++++ Data for this task ++++
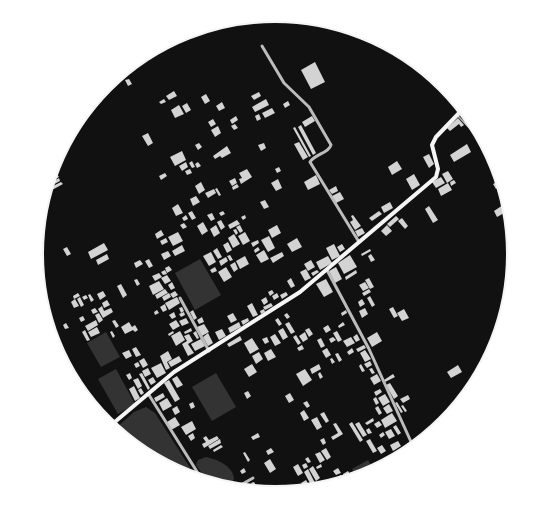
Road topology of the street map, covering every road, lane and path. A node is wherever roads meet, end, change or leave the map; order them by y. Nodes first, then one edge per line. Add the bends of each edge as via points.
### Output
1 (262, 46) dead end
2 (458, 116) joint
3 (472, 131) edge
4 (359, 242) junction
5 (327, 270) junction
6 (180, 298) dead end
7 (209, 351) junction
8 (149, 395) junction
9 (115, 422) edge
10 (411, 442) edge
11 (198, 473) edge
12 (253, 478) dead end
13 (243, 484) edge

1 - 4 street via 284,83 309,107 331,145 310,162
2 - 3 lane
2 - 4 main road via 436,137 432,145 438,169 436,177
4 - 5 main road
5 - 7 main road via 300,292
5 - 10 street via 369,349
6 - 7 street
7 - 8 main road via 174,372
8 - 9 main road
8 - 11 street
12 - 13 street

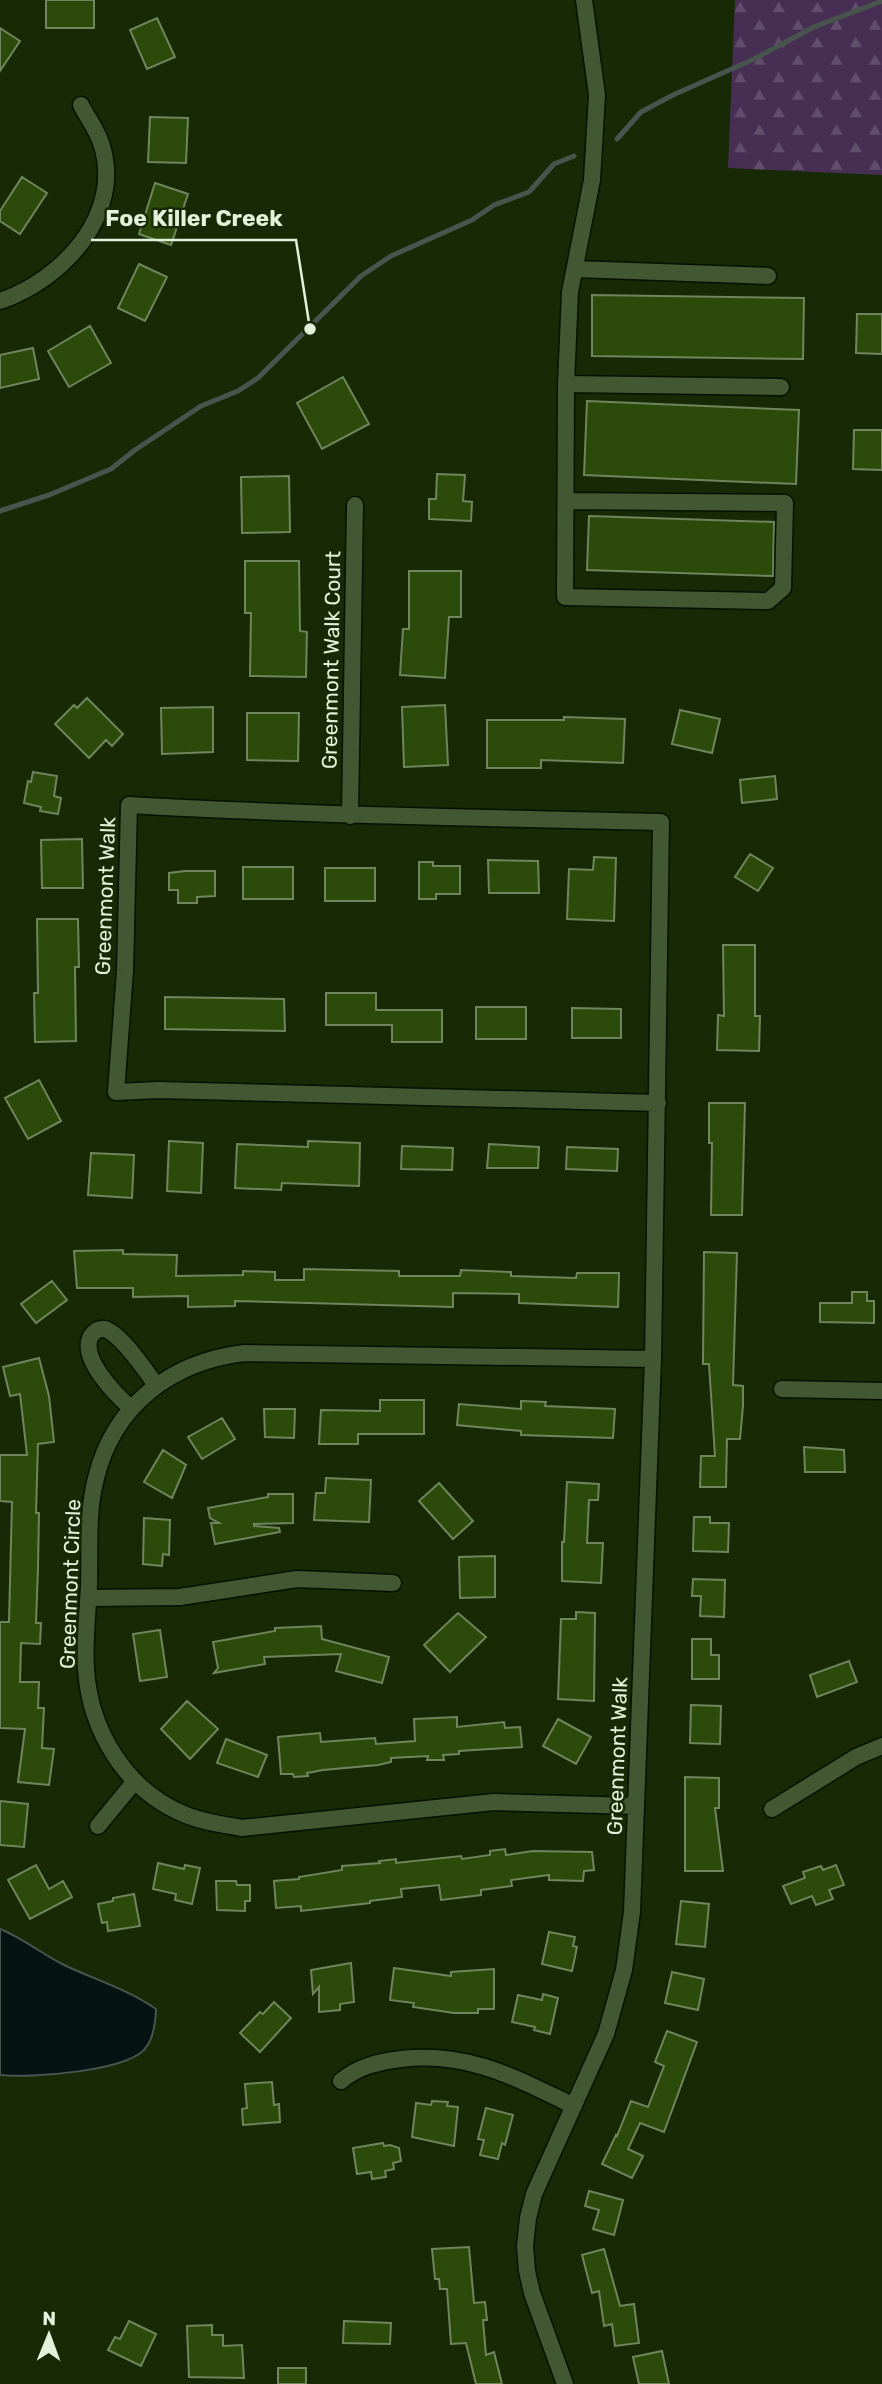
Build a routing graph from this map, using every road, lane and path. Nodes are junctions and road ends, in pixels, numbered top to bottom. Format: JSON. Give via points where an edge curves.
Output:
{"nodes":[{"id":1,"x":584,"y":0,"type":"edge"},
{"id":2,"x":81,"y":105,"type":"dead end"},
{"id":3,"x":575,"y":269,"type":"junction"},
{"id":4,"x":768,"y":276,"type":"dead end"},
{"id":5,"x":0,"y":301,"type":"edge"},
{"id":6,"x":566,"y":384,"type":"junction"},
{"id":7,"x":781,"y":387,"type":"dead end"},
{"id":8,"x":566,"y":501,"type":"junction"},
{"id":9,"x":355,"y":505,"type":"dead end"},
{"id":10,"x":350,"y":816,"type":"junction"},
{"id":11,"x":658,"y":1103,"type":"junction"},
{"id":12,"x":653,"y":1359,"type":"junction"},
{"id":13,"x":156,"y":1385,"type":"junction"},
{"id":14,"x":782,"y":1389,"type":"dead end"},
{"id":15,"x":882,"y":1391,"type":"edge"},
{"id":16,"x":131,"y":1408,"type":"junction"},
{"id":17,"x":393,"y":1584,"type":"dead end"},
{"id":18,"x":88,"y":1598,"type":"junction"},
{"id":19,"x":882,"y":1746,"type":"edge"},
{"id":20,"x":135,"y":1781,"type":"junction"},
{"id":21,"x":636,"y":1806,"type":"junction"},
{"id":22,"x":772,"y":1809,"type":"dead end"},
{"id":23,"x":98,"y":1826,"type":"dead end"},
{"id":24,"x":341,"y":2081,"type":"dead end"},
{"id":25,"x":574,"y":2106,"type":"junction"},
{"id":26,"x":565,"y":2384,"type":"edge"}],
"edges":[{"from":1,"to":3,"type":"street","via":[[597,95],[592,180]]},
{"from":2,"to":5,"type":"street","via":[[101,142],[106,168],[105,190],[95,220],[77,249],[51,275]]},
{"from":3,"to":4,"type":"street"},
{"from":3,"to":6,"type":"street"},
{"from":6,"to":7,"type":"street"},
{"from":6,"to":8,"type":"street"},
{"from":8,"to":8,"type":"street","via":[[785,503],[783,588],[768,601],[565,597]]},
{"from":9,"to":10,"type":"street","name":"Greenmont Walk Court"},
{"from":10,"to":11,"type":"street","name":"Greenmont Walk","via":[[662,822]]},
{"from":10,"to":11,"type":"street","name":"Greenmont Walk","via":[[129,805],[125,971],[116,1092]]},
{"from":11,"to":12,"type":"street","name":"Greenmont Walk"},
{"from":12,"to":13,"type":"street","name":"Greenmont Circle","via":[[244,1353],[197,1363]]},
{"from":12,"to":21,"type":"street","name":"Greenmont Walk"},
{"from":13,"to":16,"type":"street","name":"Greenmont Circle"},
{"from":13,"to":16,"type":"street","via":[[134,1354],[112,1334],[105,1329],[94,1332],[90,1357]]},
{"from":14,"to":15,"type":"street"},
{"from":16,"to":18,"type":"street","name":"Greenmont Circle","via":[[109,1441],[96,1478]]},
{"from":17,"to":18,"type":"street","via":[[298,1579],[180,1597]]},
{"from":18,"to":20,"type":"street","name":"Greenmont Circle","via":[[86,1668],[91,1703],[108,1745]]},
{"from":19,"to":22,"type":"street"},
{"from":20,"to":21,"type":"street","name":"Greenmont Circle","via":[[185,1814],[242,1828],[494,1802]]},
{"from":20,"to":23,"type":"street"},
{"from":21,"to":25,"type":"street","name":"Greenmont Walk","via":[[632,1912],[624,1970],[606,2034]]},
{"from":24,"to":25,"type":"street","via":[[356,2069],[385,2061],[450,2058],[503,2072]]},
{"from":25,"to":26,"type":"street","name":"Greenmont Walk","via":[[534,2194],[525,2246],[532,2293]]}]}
++++
++++ Data for this task ++++
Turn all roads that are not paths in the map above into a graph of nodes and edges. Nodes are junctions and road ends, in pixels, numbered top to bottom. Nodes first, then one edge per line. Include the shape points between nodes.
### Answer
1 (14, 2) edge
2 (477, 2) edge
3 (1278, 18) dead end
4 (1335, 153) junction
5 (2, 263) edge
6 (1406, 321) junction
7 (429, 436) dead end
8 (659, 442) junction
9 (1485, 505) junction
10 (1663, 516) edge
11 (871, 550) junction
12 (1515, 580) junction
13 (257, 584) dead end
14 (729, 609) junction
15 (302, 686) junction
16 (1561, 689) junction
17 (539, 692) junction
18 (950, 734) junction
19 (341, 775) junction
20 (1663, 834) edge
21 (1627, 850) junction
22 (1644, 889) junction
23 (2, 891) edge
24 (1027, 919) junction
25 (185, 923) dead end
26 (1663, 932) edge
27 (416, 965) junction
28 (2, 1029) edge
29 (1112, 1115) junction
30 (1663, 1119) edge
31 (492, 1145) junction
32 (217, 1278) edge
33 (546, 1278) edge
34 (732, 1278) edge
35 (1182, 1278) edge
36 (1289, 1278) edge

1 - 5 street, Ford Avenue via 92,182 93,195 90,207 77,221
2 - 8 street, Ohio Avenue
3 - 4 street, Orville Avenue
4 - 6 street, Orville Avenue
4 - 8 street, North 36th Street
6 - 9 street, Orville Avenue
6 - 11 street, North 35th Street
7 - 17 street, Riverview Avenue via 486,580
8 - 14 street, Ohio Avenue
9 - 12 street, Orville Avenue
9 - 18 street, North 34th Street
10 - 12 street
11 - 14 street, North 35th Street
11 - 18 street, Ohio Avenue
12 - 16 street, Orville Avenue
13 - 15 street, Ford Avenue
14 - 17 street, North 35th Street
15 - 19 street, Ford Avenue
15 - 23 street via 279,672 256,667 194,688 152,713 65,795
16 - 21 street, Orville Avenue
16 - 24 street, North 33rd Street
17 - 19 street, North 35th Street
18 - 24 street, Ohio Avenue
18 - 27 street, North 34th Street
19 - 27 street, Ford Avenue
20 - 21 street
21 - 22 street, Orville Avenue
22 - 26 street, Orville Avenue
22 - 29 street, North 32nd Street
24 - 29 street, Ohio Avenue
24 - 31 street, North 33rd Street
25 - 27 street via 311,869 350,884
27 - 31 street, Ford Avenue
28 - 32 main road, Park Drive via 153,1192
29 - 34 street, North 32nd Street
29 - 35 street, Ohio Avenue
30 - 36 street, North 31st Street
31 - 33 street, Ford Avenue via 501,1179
++++
Exercise prompt: When a line in the entries above holds the word "name", add it to the count, then state only the count.

Your response: 12